Chris Leadbeater, il Fatto Quotidiano 10/7/2011, 10 luglio 2011
FIESTA A PAMPLONA, POVERI TORI, POVERO HEMINGWAY
Anche nell’affollamento inverosimile della settimana di San Firmino iniziata il 7 luglio, trovarlo non e’ difficile. Anzitutto nel luogo più scontato: dinanzi alla Plaza de Toros dove c’è una sua scultura che lo ritrae con una espressione che sembra dire: “questo posto è mio”. E per molti versi e’ vero.
Stiamo parlando di Ernest Hemingway, leggendario bevitore, viaggiatore, scrittore, icona letteraria del 20° secolo di cui ricorre il cinquantenario dalla morte.
Molte zone del mondo rivendicano un rapporto particolare con Hemingway: Cuba, la Florida, Parigi, la Costa Azzurra, il Kenya. Ma Pamplona è stata la sua prima ossessione e un grande amore corrisposto. Ai tempi di Hemingway, il capoluogo della Navarra, era una cittadina praticamente sconosciuta che attendeva di essere svelata al mondo. Ed è quanto fece Hemingway soggiornando a Pamplona ben nove volte e presenziando spesso alla celebre festa di San Firmino: festa di tori e di sangue, di bevute e di canti. Gran parte della leggenda si deve al romanzo “Fiesta”, il capolavoro scritto da Hemingway proprio a Pamplona nell’estate del 1925. Insomma fu lui a trasformare una festa paesana in un evento globale. “Fiesta”, pubblicato nel 1926, è stato il suo primo romanzo e forse il suo capolavoro. E’ l’affresco di un gruppo di bohemien ispirato a personaggi realmente esistiti. Lady Brett Ashley, la cui irrequietezza sessuale disgrega il gruppo di amici, altro non è che Lady Duff Twysden, una signora divorziata molto in vista nella società britannica. Il suo ex amante Robert Cohn è Harold Loeb, già sparring partner di Hemingway sul ring. E la voce narrante e’ quella dello stesso Hemingway.

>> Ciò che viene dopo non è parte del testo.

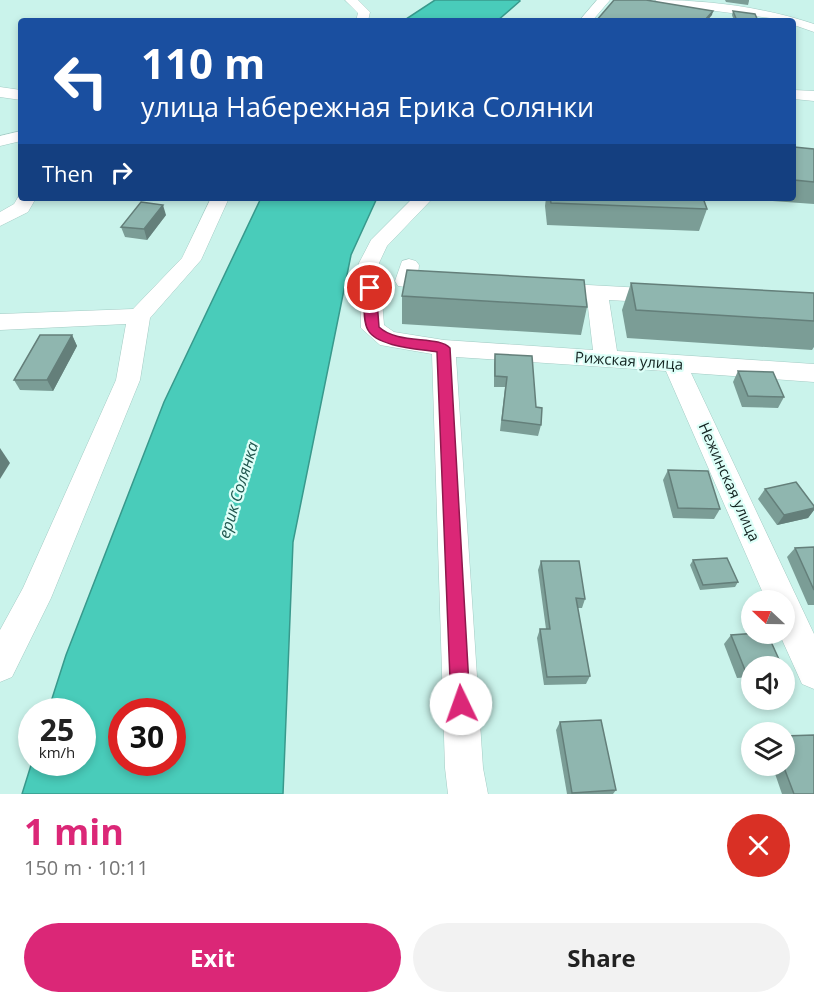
<!DOCTYPE html>
<meta charset="utf-8">
<style>
body{margin:0;font-family:"Open Sans",sans-serif;background:#f2f2f2;color:#222;height:100vh;display:flex;flex-direction:column;font-size:22px;white-space:nowrap}
*{box-sizing:border-box;margin:0}
p{font-size:20px;color:#767676}
.icon{flex:none;width:33px;height:33px;fill:none;stroke:currentColor;stroke-width:2;stroke-linecap:round;stroke-linejoin:round}
.map{position:relative;height:794px;overflow:hidden}
.sheet{display:flex;flex-direction:column;background:#fff;flex:1}
.sheet>*{flex:none}
.hud{position:absolute;left:18px;top:18px;width:778px;height:183px;border-radius:6px;box-shadow:0 3px 9px #0003;background:#1a4fa0;color:#fff;overflow:hidden}
.needle{width:39px;rotate:292deg}
.tools{position:absolute;left:741px;top:590px;display:grid;gap:12px}
.tools a{display:grid;place-items:center;width:54px;height:54px;border-radius:50%;background:#fff;box-shadow:0 3px 9px #0003;font-size:30px}
.speed{position:absolute;left:18px;top:698px;display:flex;gap:12px;font-size:30px;font-weight:700;text-align:center}
.speed>*{display:grid;place-content:center;width:78px;height:78px;border-radius:50%;background:#fff;box-shadow:0 3px 9px #0003;line-height:1}
.speed small{font-size:15px;font-weight:400}
.speed .limit{border:9px solid #d22;background:#fff;color:#111}
.pin{position:absolute;display:grid;place-items:center;width:51px;height:51px;color:#fff;margin:-26px;border:3px solid #fff;border-radius:50%;box-shadow:0 2px 6px #0007}
.me{position:absolute;width:66px;margin:-33px;rotate:357deg;stroke-linejoin:round;filter:drop-shadow(0 0 4px #0008)}
.turn{display:flex;align-items:center;gap:21px;height:126px;padding:0 24px;font-size:27px}
.turn .icon{width:78px;height:78px;stroke-width:2.5}
.turn b{display:block;font-size:42px;line-height:51px}
.then{display:flex;align-items:center;height:57px;padding:0 24px;background:#0003;gap:12px;font-size:22px}
.round{display:grid;place-items:center;flex:none;width:63px;height:63px;border-radius:32px;background:#f2f2f2}
.overview{display:flex;align-items:center;justify-content:space-between;height:102px;padding:0 24px}
h1{font-size:36px;font-weight:700;line-height:45px;color:#db2777}
.button{display:flex;gap:12px;margin-top:auto;padding:12px 24px}
.button a{flex:1;height:69px;border-radius:36px;background:#db2777;color:#fff;font-size:24px;font-weight:700;line-height:69px;text-align:center}
.button a+a{background:#f2f2f2;color:#222}
.map>svg:first-child{display:block}
.water{fill:#49ccba;stroke:#38998c;stroke-width:1.5;fill-rule:evenodd}
.lines{fill:none;stroke-linecap:round;stroke-linejoin:round}
.minor-casing{stroke:#a3cbc4;stroke-width:1}
.minor{fill:#fff;fill-rule:evenodd}
.wall{fill:#7b9d96}
.shaded-wall{fill:#647f7a}
.building{fill:#8fb6af;stroke:#647f7a;stroke-width:1.5}
.route{fill:#db2777;stroke:#8e194d;stroke-width:1.5}
.labels{text-anchor:middle;stroke-width:4.5;stroke-linejoin:round;paint-order:stroke}
.street-label{font-size:15px;fill:#12221f;stroke:#ddfff8}
.water-label{font-size:16px;font-style:italic;fill:#21574f;stroke:#ddfff8}
</style>
<div class="map">
<svg width="814" height="794" viewBox="0 0 814 794">
<rect width="100%" height="100%" fill="#caf3eb"/>
<g class="water">
<polygon points="435,0 519,0 520,1 497,21 403,21"/>
<path d="M 261,198 L 377,198 L 351,255 L 293,542 L 283,794 L 22,794 L 32,762 L 82,762 L 82,711 L 48,711 L 66,655 L 164,402 ZM 122,711 L 172,711 L 172,762 L 122,762 Z"/>
</g>
<g class="lines">
<g class="minor-casing">
<g id="minor">
<polygon points="345,0 358,0 370,12 368,21 356,21 358,13"/>
<polygon points="597,0 610,0 592,21 579,21"/>
<path d="M 655,0 C 708,0 763,7 814,24 L 814,32 L 794,25 L 794,21 L 661,4 Z"/>
<polygon points="0,87 21,90 21,100 0,97"/>
<polygon points="794,90 814,91 814,101 794,99"/>
<polygon points="21,131 21,141 0,146 0,136"/>
<polygon points="20,194 21,198 36,198 28,212 0,226 0,212 14,204"/>
<polygon points="211,198 229,198 201,260 150,318 140,380 51,598 12,677 0,682 0,630 23,588 116,380 126,324 0,330 0,314 133,309 182,258"/>
<polygon points="413,198 433,198 387,246 379,263 384,325 394,332 444,340 593,350 587,299 543,295 540,290 543,285 551,283 662,289 670,291 673,296 670,301 662,303 609,300 617,351 814,364 814,382 691,373 814,634 814,689 802,684 779,633 784,633 784,600 766,600 666,371 456,357 483,768 488,794 448,794 445,768 432,354 380,345 361,328 359,263 371,240"/>
<polygon points="409,259 416,261 419,265 418,275 436,278 439,283 436,288 428,290 398,286 395,281 402,261"/>
</g>
</g>
<use href="#minor" class="minor"/>
</g>
<g class="wall">
<polygon points="725,0 749,0 749,1 748,5 726,2"/>
<polygon points="733,11 758,21 734,21 732,15"/>
<polygon points="794,147 814,149 814,204 732,198 794,198"/>
<polygon points="546,198 703,198 707,209 699,231 547,225 545,206"/>
<polygon points="166,215 147,240 125,237 121,227"/>
<polygon points="631,283 814,293 814,347 812,350 627,338 622,310"/>
<polygon points="402,296 587,307 581,335 402,324"/>
<polygon points="72,335 77,346 53,391 20,390 14,380"/>
<polygon points="495,354 536,407 541,425 538,436 500,431 505,387 494,387 494,364"/>
<polygon points="738,371 784,397 778,408 742,407 733,382"/>
<polygon points="668,470 720,509 714,519 673,518 663,480"/>
<polygon points="765,489 814,506 814,510 808,518 777,525 758,499"/>
<polygon points="814,547 814,605 808,605 787,557 795,548"/>
<polygon points="693,560 738,582 735,587 700,590 690,565"/>
<polygon points="541,561 585,599 582,608 577,608 590,676 586,684 544,685 537,638 540,629 546,629 538,570"/>
<polygon points="731,635 752,666 752,677 737,678 724,644"/>
<polygon points="560,722 616,790 613,794 567,794 556,730"/>
<polygon points="772,765 784,765 814,794 782,794"/>
</g>
<g class="shaded-wall">
<polygon points="713,11 712,15 707,21 704,21"/>
<polygon points="163,205 166,215 147,240 144,229"/>
<polygon points="72,335 77,346 53,391 47,380"/>
<polygon points="0,448 10,463 0,479"/>
<polygon points="814,508 814,510 808,518 777,525 784,515"/>
</g>
<g class="building">
<polygon points="614,0 646,0 713,11 704,21 596,21"/>
<polygon points="733,11 755,14 758,21 737,21"/>
<polygon points="794,147 814,149 814,182 794,180"/>
<polygon points="550,198 703,198 707,209 551,203"/>
<polygon points="141,202 163,205 144,229 121,227"/>
<polygon points="407,270 584,280 587,307 402,296"/>
<polygon points="631,283 814,293 814,321 636,310"/>
<polygon points="40,335 72,335 47,380 14,380"/>
<polygon points="495,354 532,356 536,407 542,408 541,425 502,420 507,377 495,376"/>
<polygon points="738,371 773,372 784,397 748,396"/>
<polygon points="668,470 708,471 720,509 678,508"/>
<polygon points="796,482 814,506 814,508 784,515 765,489"/>
<polygon points="814,547 814,590 795,548"/>
<polygon points="727,558 738,582 703,585 693,560"/>
<polygon points="541,561 579,561 585,599 576,598 590,676 547,677 540,629 550,629"/>
<polygon points="758,633 767,633 782,666 752,666 752,670 745,670 731,635"/>
<polygon points="601,720 616,790 572,793 560,722"/>
<polygon points="814,735 814,794 794,794 783,765 784,765 784,736"/>
</g>
<path class="route" d="M 370,285 L 376,288 L 379,327 C 398,345 438,335 450,348 L 470,704 L 468,711 L 461,714 L 454,711 L 451,704 L 437,352 C 420,349 377,347 368,330 C 362,320 365,300 364,288 Z"/>
<g class="labels">
<g class="street-label">
<text transform="translate(629 361) rotate(4)" y="5">Рижская улица</text>
<text transform="translate(729 482) rotate(66)" y="5">Нежинская улица</text>
</g>
<g class="water-label">
<text transform="translate(238 490) rotate(-73)" y="6">ерик Солянка</text>
</g>
</g>
</svg>
<div class="tools">
<a><svg class="needle" viewBox="-14 -14 28 28"><path d="M0-13l5 13h-10z" fill="#e53935"/><path d="M0 13l5-13h-10z" fill="#767676"/></svg></a>
<a><svg class="icon" aria-label="sound" viewBox="0 0 24 24"><path d="M4 9h4l5-4v14l-5-4H4zM17 9q2 3 0 6"/></svg></a>
<a><svg class="icon" aria-label="layers" viewBox="0 0 24 24"><path d="M12 4l9 5-9 5-9-5zM3 14l9 5 9-5"/></svg></a>
</div>
<div class="speed"><div>25<small>km/h</small></div><div class="limit">30</div></div>
<div class="pin" style="left:370px;top:288px;background:#d93025"><svg class="icon" aria-label="arrive" viewBox="0 0 24 24"><path d="M6 21V4h12l-3 4 3 4H6"/></svg></div>
<svg class="me" style="left:461px;top:704px" viewBox="-20 -20 40 40"><circle r="19" fill="#fff"/><path d="M0-13L10 11 0 6-10 11z" fill="#db2777"/></svg>
<div class="hud">
<div class="turn"><svg class="icon" aria-label="left" viewBox="0 0 24 24"><path d="M17 20v-9H6M10 6l-5 5 5 5"/></svg><div><b>110 m</b>улица Набережная Ерика Солянки</div></div>
<div class="then">Then<svg class="icon" aria-label="right" viewBox="0 0 24 24"><path d="M7 20v-9h11M14 6l5 5-5 5"/></svg></div>
</div>
</div>
<section class="sheet">
<div class="overview"><div><h1>1 min</h1><p>150 m · 10:11</p></div><a class="round" style="background:#d93025;color:#fff"><svg class="icon" aria-label="close" viewBox="0 0 24 24"><path d="M6 6l12 12M18 6L6 18"/></svg></a></div>
<div class="button"><a>Exit</a><a>Share</a></div>
</section>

LA STORIA d’amore con Pamplona iniziata nel 1925 si concluse nel 1959. L’ultima permanenza dello scrittore nella città della Navarra fu tutt’altro che felice. Già provato nel corpo e nella mente, trovò una Pamplona diversa da quella che aveva conosciuto e amato. Invece della spensieratezza dei “ruggenti anni ‘20” c’era il regime fascista di Franco che, tra l’altro, aveva vietato la pubblicazione dei suoi libri. La festa era diventata talmente commerciale e sovraffollata che Hemingway temette di aver creato un mostro. Nel nel suo reportage “Un’estate pericolosa”, scrisse: “Pamplona era, come sempre, aspra, sovraffollata.... Era quella di sempre con quarantamila turisti in più. Quando la vidi la prima volta, quattro decenni orsono, i turisti erano appena una ventina”. Due anni dopo, per l’esattezza il 2 luglio 1961, durante la settimana de Los Sanfermines, si sparò in bocca nella sua casa di Ketchum, Idaho.
Oggi i turisti sono diventati centinaia di migliaia, per cui bisogna scegliere. Se si vuole andare sulle tracce di Hemingway bisogna evitare proprio i giorni della fiesta. Solo di primo mattino Plaza Castillo non delude: un grande spazio rettangolare circondato da portici dove i personaggi di “Fiesta” stazionano di continuo, impegnati a bere e a litigare tra loro.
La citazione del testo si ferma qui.